Go through the data below and copy each line that includes "Libero".

(Stored entries)
###

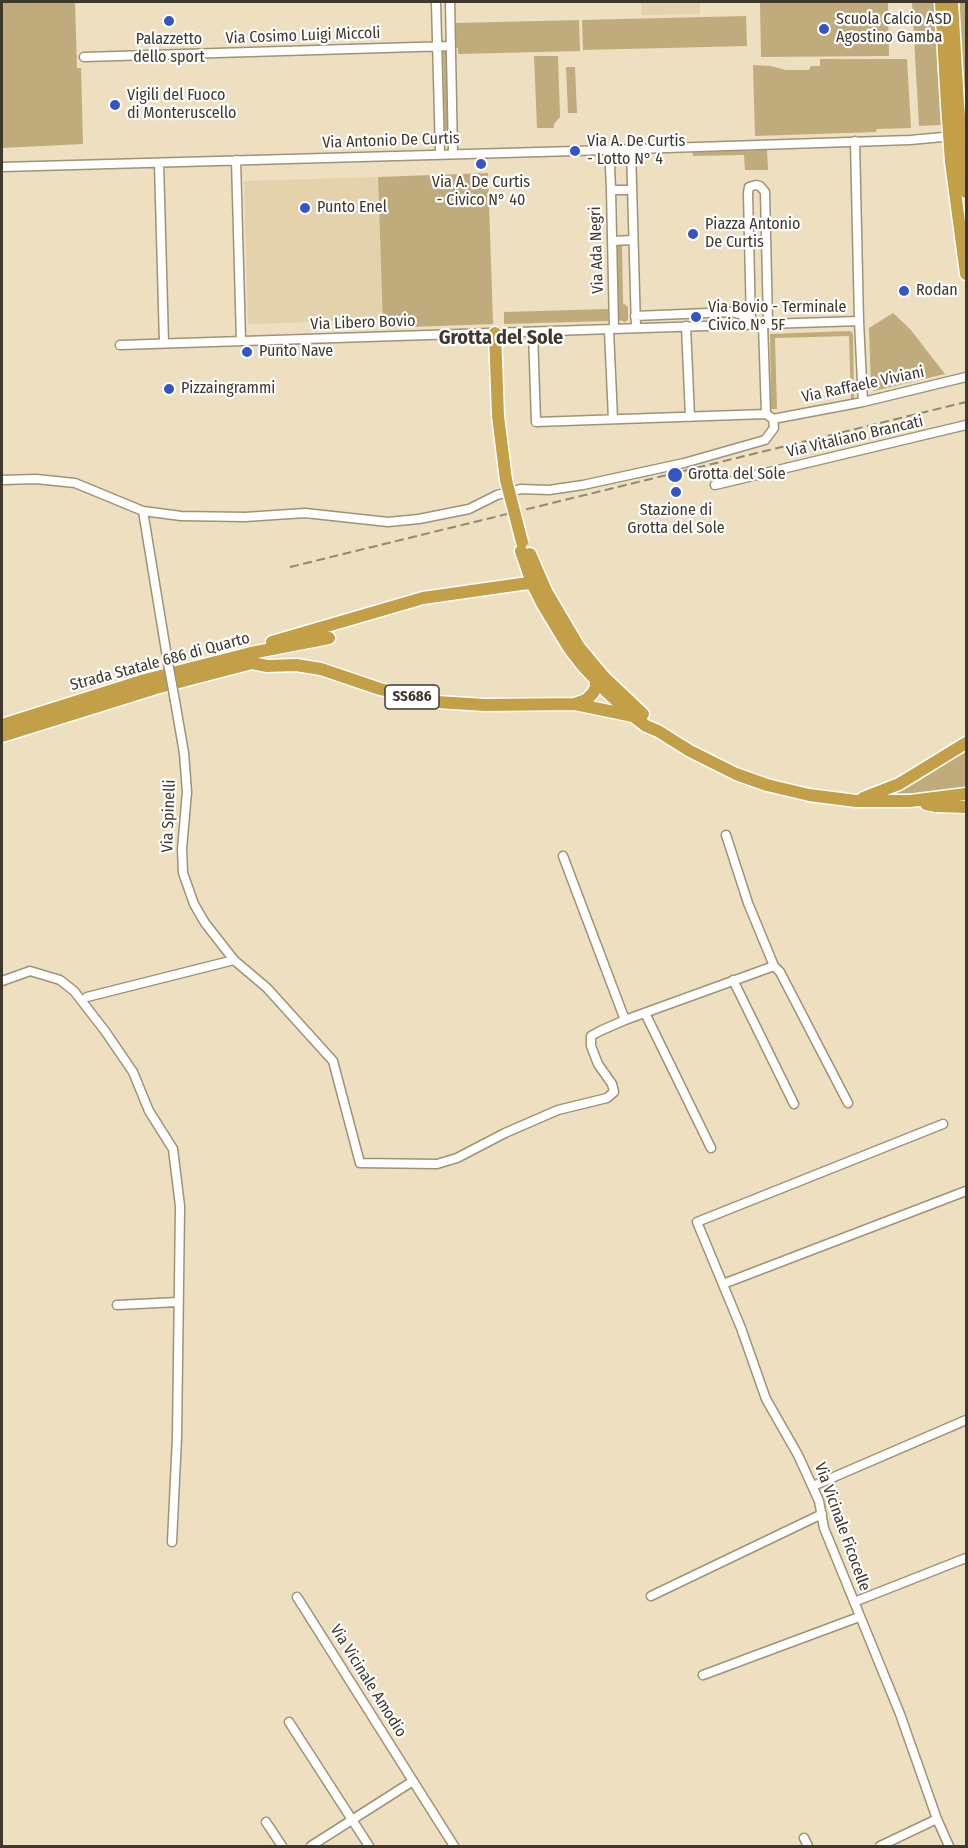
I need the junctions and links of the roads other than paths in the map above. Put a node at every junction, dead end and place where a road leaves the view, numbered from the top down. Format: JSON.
{"nodes":[{"id":1,"x":436,"y":2,"type":"edge"},
{"id":2,"x":450,"y":2,"type":"edge"},
{"id":3,"x":942,"y":2,"type":"edge"},
{"id":4,"x":952,"y":2,"type":"edge"},
{"id":5,"x":450,"y":46,"type":"junction"},
{"id":6,"x":438,"y":47,"type":"junction"},
{"id":7,"x":84,"y":57,"type":"dead end"},
{"id":8,"x":953,"y":105,"type":"junction"},
{"id":9,"x":966,"y":136,"type":"edge"},
{"id":10,"x":855,"y":141,"type":"junction"},
{"id":11,"x":631,"y":149,"type":"junction"},
{"id":12,"x":440,"y":154,"type":"junction"},
{"id":13,"x":453,"y":154,"type":"junction"},
{"id":14,"x":236,"y":160,"type":"junction"},
{"id":15,"x":957,"y":162,"type":"junction"},
{"id":16,"x":159,"y":163,"type":"junction"},
{"id":17,"x":2,"y":167,"type":"edge"},
{"id":18,"x":610,"y":167,"type":"dead end"},
{"id":19,"x":610,"y":190,"type":"junction"},
{"id":20,"x":632,"y":190,"type":"junction"},
{"id":21,"x":966,"y":192,"type":"edge"},
{"id":22,"x":749,"y":236,"type":"junction"},
{"id":23,"x":765,"y":236,"type":"junction"},
{"id":24,"x":633,"y":240,"type":"junction"},
{"id":25,"x":612,"y":241,"type":"junction"},
{"id":26,"x":966,"y":274,"type":"edge"},
{"id":27,"x":635,"y":316,"type":"junction"},
{"id":28,"x":859,"y":321,"type":"junction"},
{"id":29,"x":751,"y":324,"type":"junction"},
{"id":30,"x":765,"y":324,"type":"junction"},
{"id":31,"x":686,"y":326,"type":"junction"},
{"id":32,"x":636,"y":328,"type":"junction"},
{"id":33,"x":612,"y":329,"type":"junction"},
{"id":34,"x":532,"y":332,"type":"junction"},
{"id":35,"x":495,"y":333,"type":"junction"},
{"id":36,"x":240,"y":341,"type":"junction"},
{"id":37,"x":164,"y":343,"type":"junction"},
{"id":38,"x":120,"y":345,"type":"dead end"},
{"id":39,"x":966,"y":377,"type":"edge"},
{"id":40,"x":863,"y":402,"type":"junction"},
{"id":41,"x":770,"y":416,"type":"junction"},
{"id":42,"x":690,"y":417,"type":"junction"},
{"id":43,"x":613,"y":419,"type":"junction"},
{"id":44,"x":966,"y":425,"type":"edge"},
{"id":45,"x":2,"y":480,"type":"edge"},
{"id":46,"x":715,"y":485,"type":"dead end"},
{"id":47,"x":143,"y":510,"type":"junction"},
{"id":48,"x":522,"y":546,"type":"junction"},
{"id":49,"x":532,"y":583,"type":"junction"},
{"id":50,"x":509,"y":585,"type":"junction"},
{"id":51,"x":546,"y":591,"type":"junction"},
{"id":52,"x":328,"y":638,"type":"dead end"},
{"id":53,"x":574,"y":647,"type":"junction"},
{"id":54,"x":251,"y":658,"type":"junction"},
{"id":55,"x":595,"y":666,"type":"junction"},
{"id":56,"x":596,"y":682,"type":"junction"},
{"id":57,"x":575,"y":704,"type":"junction"},
{"id":58,"x":633,"y":716,"type":"junction"},
{"id":59,"x":2,"y":725,"type":"edge"},
{"id":60,"x":658,"y":731,"type":"junction"},
{"id":61,"x":2,"y":736,"type":"edge"},
{"id":62,"x":966,"y":743,"type":"edge"},
{"id":63,"x":966,"y":794,"type":"edge"},
{"id":64,"x":856,"y":801,"type":"junction"},
{"id":65,"x":910,"y":801,"type":"junction"},
{"id":66,"x":966,"y":807,"type":"edge"},
{"id":67,"x":726,"y":836,"type":"dead end"},
{"id":68,"x":563,"y":856,"type":"dead end"},
{"id":69,"x":234,"y":960,"type":"junction"},
{"id":70,"x":774,"y":966,"type":"junction"},
{"id":71,"x":733,"y":980,"type":"junction"},
{"id":72,"x":2,"y":981,"type":"edge"},
{"id":73,"x":84,"y":998,"type":"junction"},
{"id":74,"x":645,"y":1013,"type":"junction"},
{"id":75,"x":626,"y":1020,"type":"junction"},
{"id":76,"x":794,"y":1104,"type":"dead end"},
{"id":77,"x":848,"y":1104,"type":"dead end"},
{"id":78,"x":943,"y":1124,"type":"dead end"},
{"id":79,"x":711,"y":1148,"type":"dead end"},
{"id":80,"x":966,"y":1191,"type":"edge"},
{"id":81,"x":723,"y":1284,"type":"junction"},
{"id":82,"x":178,"y":1302,"type":"junction"},
{"id":83,"x":117,"y":1305,"type":"dead end"},
{"id":84,"x":966,"y":1420,"type":"edge"},
{"id":85,"x":813,"y":1486,"type":"junction"},
{"id":86,"x":822,"y":1514,"type":"junction"},
{"id":87,"x":172,"y":1542,"type":"dead end"},
{"id":88,"x":966,"y":1558,"type":"edge"},
{"id":89,"x":651,"y":1596,"type":"dead end"},
{"id":90,"x":297,"y":1597,"type":"dead end"},
{"id":91,"x":854,"y":1602,"type":"junction"},
{"id":92,"x":859,"y":1617,"type":"junction"},
{"id":93,"x":703,"y":1675,"type":"dead end"},
{"id":94,"x":289,"y":1722,"type":"dead end"},
{"id":95,"x":413,"y":1781,"type":"junction"},
{"id":96,"x":352,"y":1819,"type":"junction"},
{"id":97,"x":937,"y":1819,"type":"junction"},
{"id":98,"x":266,"y":1822,"type":"dead end"},
{"id":99,"x":282,"y":1846,"type":"edge"},
{"id":100,"x":310,"y":1846,"type":"edge"},
{"id":101,"x":369,"y":1846,"type":"edge"},
{"id":102,"x":454,"y":1846,"type":"edge"},
{"id":103,"x":880,"y":1846,"type":"edge"},
{"id":104,"x":949,"y":1846,"type":"edge"}],
"edges":[{"from":1,"to":6,"type":"street"},
{"from":2,"to":5,"type":"street"},
{"from":3,"to":8,"type":"highway"},
{"from":4,"to":8,"type":"highway"},
{"from":5,"to":6,"type":"street","name":"Via Cosimo Luigi Miccoli"},
{"from":5,"to":13,"type":"street"},
{"from":6,"to":7,"type":"street","name":"Via Cosimo Luigi Miccoli"},
{"from":6,"to":12,"type":"street"},
{"from":8,"to":15,"type":"highway","bridge":true},
{"from":9,"to":10,"type":"street","name":"Via Antonio De Curtis"},
{"from":10,"to":11,"type":"street","name":"Via Antonio De Curtis"},
{"from":10,"to":28,"type":"street"},
{"from":11,"to":13,"type":"street","name":"Via Antonio De Curtis"},
{"from":11,"to":20,"type":"street"},
{"from":12,"to":13,"type":"street","name":"Via Antonio De Curtis"},
{"from":12,"to":14,"type":"street","name":"Via Antonio De Curtis"},
{"from":14,"to":16,"type":"street","name":"Via Antonio De Curtis"},
{"from":14,"to":36,"type":"street"},
{"from":15,"to":21,"type":"highway"},
{"from":15,"to":26,"type":"highway"},
{"from":16,"to":17,"type":"street","name":"Via Antonio De Curtis"},
{"from":16,"to":37,"type":"street"},
{"from":18,"to":19,"type":"street"},
{"from":19,"to":20,"type":"street","name":"Via Ada Negri"},
{"from":19,"to":25,"type":"street","name":"Via Ada Negri"},
{"from":20,"to":24,"type":"street"},
{"from":22,"to":23,"type":"street"},
{"from":22,"to":23,"type":"street"},
{"from":22,"to":29,"type":"street"},
{"from":23,"to":30,"type":"street"},
{"from":24,"to":25,"type":"street"},
{"from":24,"to":27,"type":"street"},
{"from":25,"to":33,"type":"street","name":"Via Ada Negri"},
{"from":27,"to":29,"type":"street"},
{"from":27,"to":32,"type":"street"},
{"from":28,"to":30,"type":"street","name":"Via Libero Bovio"},
{"from":28,"to":40,"type":"street"},
{"from":29,"to":30,"type":"street","name":"Via Libero Bovio"},
{"from":29,"to":31,"type":"street","name":"Via Libero Bovio"},
{"from":30,"to":41,"type":"street"},
{"from":31,"to":32,"type":"street","name":"Via Libero Bovio"},
{"from":31,"to":42,"type":"street"},
{"from":32,"to":33,"type":"street","name":"Via Libero Bovio"},
{"from":33,"to":34,"type":"street","name":"Via Libero Bovio"},
{"from":33,"to":43,"type":"street","name":"Via Ada Negri"},
{"from":34,"to":35,"type":"street","name":"Via Libero Bovio"},
{"from":34,"to":43,"type":"street","name":"Via Raffaele Viviani"},
{"from":35,"to":36,"type":"street","name":"Via Libero Bovio"},
{"from":35,"to":48,"type":"highway","number":"SS686","bridge":true},
{"from":36,"to":37,"type":"street","name":"Via Libero Bovio"},
{"from":37,"to":38,"type":"street","name":"Via Libero Bovio"},
{"from":39,"to":40,"type":"street","name":"Via Raffaele Viviani"},
{"from":40,"to":41,"type":"street","name":"Via Raffaele Viviani"},
{"from":41,"to":42,"type":"street","name":"Via Raffaele Viviani"},
{"from":41,"to":47,"type":"street"},
{"from":42,"to":43,"type":"street","name":"Via Raffaele Viviani"},
{"from":44,"to":46,"type":"street","name":"Via Vitaliano Brancati"},
{"from":45,"to":47,"type":"street"},
{"from":47,"to":69,"type":"street","name":"Via Spinelli","bridge":true},
{"from":48,"to":49,"type":"highway","number":"SS686"},
{"from":48,"to":50,"type":"highway","number":"SS686"},
{"from":48,"to":51,"type":"highway","number":"SS686"},
{"from":49,"to":50,"type":"highway","number":"SS686"},
{"from":49,"to":51,"type":"highway","number":"SS686"},
{"from":49,"to":53,"type":"highway","number":"SS686"},
{"from":50,"to":54,"type":"highway","number":"SS686"},
{"from":51,"to":53,"type":"highway","number":"SS686"},
{"from":52,"to":54,"type":"highway","name":"Strada Statale 686 di Quarto","number":"SS686"},
{"from":53,"to":55,"type":"highway","number":"SS686"},
{"from":53,"to":56,"type":"highway","number":"SS686"},
{"from":54,"to":57,"type":"highway","number":"SS686"},
{"from":54,"to":59,"type":"highway","name":"Strada Statale 686 di Quarto","number":"SS686"},
{"from":54,"to":61,"type":"highway","name":"Strada Statale 686 di Quarto","number":"SS686"},
{"from":55,"to":56,"type":"highway"},
{"from":55,"to":60,"type":"highway","number":"SS686"},
{"from":56,"to":57,"type":"highway"},
{"from":56,"to":58,"type":"highway","number":"SS686"},
{"from":57,"to":58,"type":"highway","number":"SS686"},
{"from":58,"to":60,"type":"highway","number":"SS686"},
{"from":60,"to":64,"type":"highway","number":"SS686"},
{"from":62,"to":64,"type":"highway"},
{"from":63,"to":65,"type":"highway"},
{"from":64,"to":65,"type":"highway","number":"SS686"},
{"from":65,"to":66,"type":"highway"},
{"from":67,"to":70,"type":"street"},
{"from":68,"to":75,"type":"street"},
{"from":69,"to":73,"type":"street"},
{"from":69,"to":75,"type":"street","name":"Via Spinelli"},
{"from":70,"to":71,"type":"street"},
{"from":70,"to":77,"type":"street"},
{"from":71,"to":74,"type":"street"},
{"from":71,"to":76,"type":"street"},
{"from":72,"to":73,"type":"street"},
{"from":73,"to":82,"type":"street"},
{"from":74,"to":75,"type":"street"},
{"from":74,"to":79,"type":"street"},
{"from":78,"to":81,"type":"street","name":"Via Vicinale Ficocelle"},
{"from":80,"to":81,"type":"street"},
{"from":81,"to":85,"type":"street","name":"Via Vicinale Ficocelle"},
{"from":82,"to":83,"type":"street"},
{"from":82,"to":87,"type":"street"},
{"from":84,"to":85,"type":"street"},
{"from":85,"to":86,"type":"street","name":"Via Vicinale Ficocelle"},
{"from":86,"to":89,"type":"street"},
{"from":86,"to":91,"type":"street","name":"Via Vicinale Ficocelle"},
{"from":88,"to":91,"type":"street"},
{"from":90,"to":95,"type":"street","name":"Via Vicinale Amodio"},
{"from":91,"to":92,"type":"street","name":"Via Vicinale Ficocelle"},
{"from":92,"to":93,"type":"street"},
{"from":92,"to":97,"type":"street","name":"Via Vicinale Ficocelle"},
{"from":94,"to":96,"type":"street"},
{"from":95,"to":96,"type":"street"},
{"from":95,"to":102,"type":"street","name":"Via Vicinale Amodio"},
{"from":96,"to":100,"type":"street"},
{"from":96,"to":101,"type":"street"},
{"from":97,"to":103,"type":"street"},
{"from":97,"to":104,"type":"street","name":"Via Vicinale Ficocelle"},
{"from":98,"to":99,"type":"street"}]}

###

▶ **Response to the task**
{"from":28,"to":30,"type":"street","name":"Via Libero Bovio"},
{"from":29,"to":30,"type":"street","name":"Via Libero Bovio"},
{"from":29,"to":31,"type":"street","name":"Via Libero Bovio"},
{"from":31,"to":32,"type":"street","name":"Via Libero Bovio"},
{"from":32,"to":33,"type":"street","name":"Via Libero Bovio"},
{"from":33,"to":34,"type":"street","name":"Via Libero Bovio"},
{"from":34,"to":35,"type":"street","name":"Via Libero Bovio"},
{"from":35,"to":36,"type":"street","name":"Via Libero Bovio"},
{"from":36,"to":37,"type":"street","name":"Via Libero Bovio"},
{"from":37,"to":38,"type":"street","name":"Via Libero Bovio"},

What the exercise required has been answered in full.